**Task to carry out**
Repeat every record below exactly as written.

---- Data supplied

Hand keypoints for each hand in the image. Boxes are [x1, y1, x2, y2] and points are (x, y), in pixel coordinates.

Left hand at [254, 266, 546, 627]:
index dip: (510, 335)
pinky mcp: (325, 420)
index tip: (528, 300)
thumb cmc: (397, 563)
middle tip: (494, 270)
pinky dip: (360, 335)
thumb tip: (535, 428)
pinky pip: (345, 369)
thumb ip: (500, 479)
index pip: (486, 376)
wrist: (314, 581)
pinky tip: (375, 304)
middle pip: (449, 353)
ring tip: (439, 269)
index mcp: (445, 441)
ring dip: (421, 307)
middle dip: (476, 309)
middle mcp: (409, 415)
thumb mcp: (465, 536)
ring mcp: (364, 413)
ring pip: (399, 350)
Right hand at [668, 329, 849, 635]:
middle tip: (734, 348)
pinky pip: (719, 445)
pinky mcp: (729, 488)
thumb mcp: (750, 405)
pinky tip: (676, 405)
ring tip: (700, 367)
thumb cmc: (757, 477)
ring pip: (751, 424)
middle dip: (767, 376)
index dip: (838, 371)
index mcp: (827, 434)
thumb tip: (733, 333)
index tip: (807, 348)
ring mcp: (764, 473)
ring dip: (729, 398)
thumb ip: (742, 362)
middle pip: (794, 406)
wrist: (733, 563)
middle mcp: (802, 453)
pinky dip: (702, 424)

--------

**Response area**
Hand keypoints for each hand in the image. Boxes are [x1, y1, x2, y2] and points are (x, y), in pixel coordinates.

Left hand at [254, 266, 546, 627]:
index dip: (510, 335)
pinky mcp: (325, 420)
index tip: (528, 300)
thumb cmc: (397, 563)
middle tip: (494, 270)
pinky dip: (360, 335)
thumb tip: (535, 428)
pinky pip: (345, 369)
thumb ip: (500, 479)
index pip: (486, 376)
wrist: (314, 581)
pinky tip: (375, 304)
middle pip: (449, 353)
ring tip: (439, 269)
index mcp: (445, 441)
ring dip: (421, 307)
middle dip: (476, 309)
middle mcp: (409, 415)
thumb mcp: (465, 536)
ring mcp: (364, 413)
ring pip: (399, 350)
Right hand at [668, 329, 849, 635]:
middle tip: (734, 348)
pinky pip: (719, 445)
pinky mcp: (729, 488)
thumb mcp: (750, 405)
pinky tip: (676, 405)
ring tip: (700, 367)
thumb cmc: (757, 477)
ring pip: (751, 424)
middle dip: (767, 376)
index dip: (838, 371)
index mcp: (827, 434)
thumb tip: (733, 333)
index tip: (807, 348)
ring mcp: (764, 473)
ring dip: (729, 398)
thumb ip: (742, 362)
middle pip: (794, 406)
wrist: (733, 563)
middle mcp: (802, 453)
pinky dip: (702, 424)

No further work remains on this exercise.